## [Your task]
Copy out the data word for word. The images are not part of the copy.

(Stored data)
───

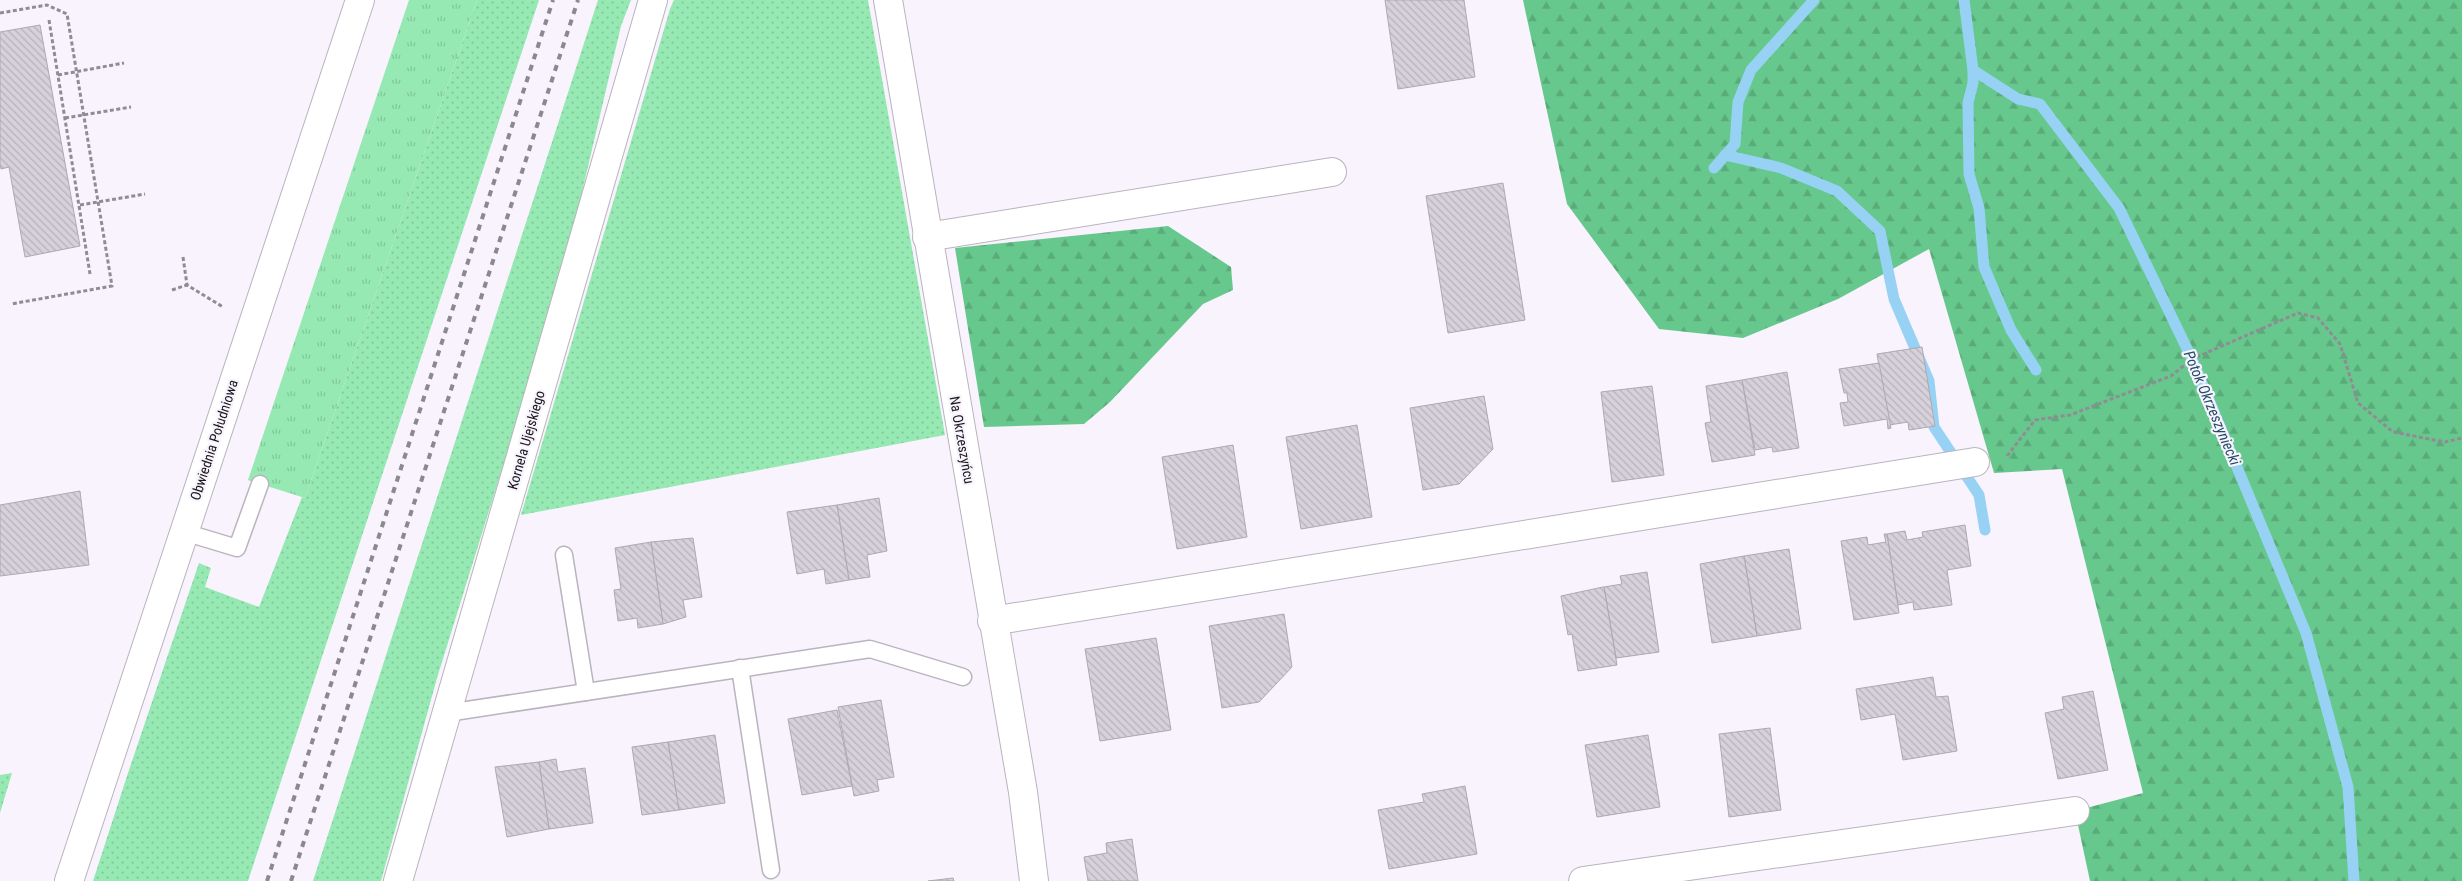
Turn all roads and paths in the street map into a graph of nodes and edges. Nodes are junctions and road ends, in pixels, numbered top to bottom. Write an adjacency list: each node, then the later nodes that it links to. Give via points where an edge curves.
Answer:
1 (360, 0): 27 (street, Obwiednia Południowa)
2 (653, 0): 33 (street, Kornela Ujejskiego)
3 (888, 0): 16 (street, Na Okrzeszyńcu)
4 (0, 13): 7 (path, via 47,5 67,14)
5 (49, 20): 8 (path)
6 (124, 63): 7 (path)
7 (77, 72): 8 (path); 10 (path)
8 (58, 75): 11 (path)
9 (132, 107): 10 (path)
10 (84, 115): 11 (path); 14 (path)
11 (65, 118): 15 (path)
12 (1332, 172): 16 (street)
13 (145, 194): 14 (path)
14 (98, 202): 15 (path); 21 (path, via 112,286)
15 (80, 206): 18 (path)
16 (927, 237): 29 (street, Na Okrzeszyńcu)
17 (183, 257): 19 (path)
18 (90, 274)
19 (186, 285): 20 (path); 22 (path)
20 (172, 290)
21 (11, 304)
22 (224, 307)
23 (2462, 438): 24 (path, via 2445,442 2393,432 2358,403 2340,344 2318,318 2298,313 2192,359 2171,376 2070,415 2035,420)
24 (2006, 458)
25 (1975, 462): 29 (street)
26 (260, 484): 27 (lane, via 237,548)
27 (184, 532): 36 (street, Obwiednia Południowa)
28 (564, 554): 32 (lane)
29 (992, 621): 38 (street, Na Okrzeszyńcu, via 1023,792)
30 (740, 668): 31 (lane, via 870,649); 32 (lane); 35 (lane)
31 (963, 677)
32 (586, 692): 33 (lane)
33 (447, 713): 37 (street, Kornela Ujejskiego)
34 (2075, 811): 39 (street)
35 (771, 870)
36 (70, 881)
37 (398, 881)
38 (1034, 881)
39 (1583, 881)

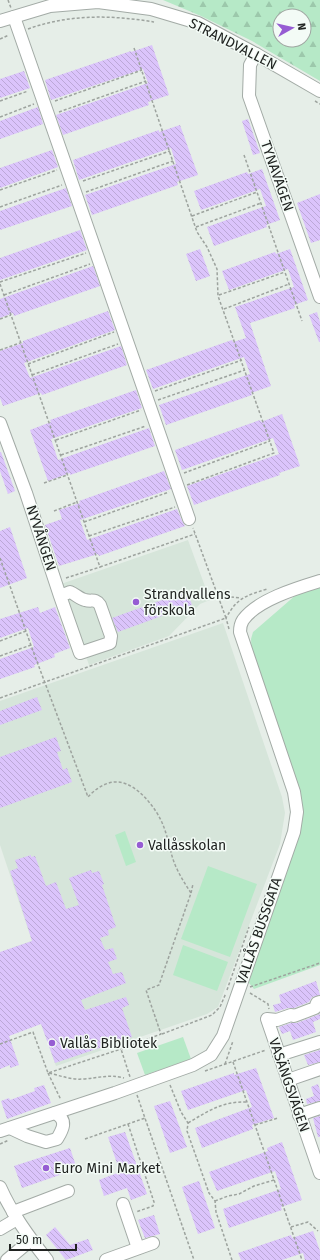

───

## [Written solution]
Turn all roads and paths in the street map into a graph of nodes and edges. Nodes are junctions and road ends, in pixels, numbered top to bottom. Write an adjacency list: each node, then the later nodes that it links to. Give via points where an edge curves.
Answer:
1 (360, 0): 27 (street, Obwiednia Południowa)
2 (653, 0): 33 (street, Kornela Ujejskiego)
3 (888, 0): 16 (street, Na Okrzeszyńcu)
4 (0, 13): 7 (path, via 47,5 67,14)
5 (49, 20): 8 (path)
6 (124, 63): 7 (path)
7 (77, 72): 8 (path); 10 (path)
8 (58, 75): 11 (path)
9 (132, 107): 10 (path)
10 (84, 115): 11 (path); 14 (path)
11 (65, 118): 15 (path)
12 (1332, 172): 16 (street)
13 (145, 194): 14 (path)
14 (98, 202): 15 (path); 21 (path, via 112,286)
15 (80, 206): 18 (path)
16 (927, 237): 29 (street, Na Okrzeszyńcu)
17 (183, 257): 19 (path)
18 (90, 274)
19 (186, 285): 20 (path); 22 (path)
20 (172, 290)
21 (11, 304)
22 (224, 307)
23 (2462, 438): 24 (path, via 2445,442 2393,432 2358,403 2340,344 2318,318 2298,313 2192,359 2171,376 2070,415 2035,420)
24 (2006, 458)
25 (1975, 462): 29 (street)
26 (260, 484): 27 (lane, via 237,548)
27 (184, 532): 36 (street, Obwiednia Południowa)
28 (564, 554): 32 (lane)
29 (992, 621): 38 (street, Na Okrzeszyńcu, via 1023,792)
30 (740, 668): 31 (lane, via 870,649); 32 (lane); 35 (lane)
31 (963, 677)
32 (586, 692): 33 (lane)
33 (447, 713): 37 (street, Kornela Ujejskiego)
34 (2075, 811): 39 (street)
35 (771, 870)
36 (70, 881)
37 (398, 881)
38 (1034, 881)
39 (1583, 881)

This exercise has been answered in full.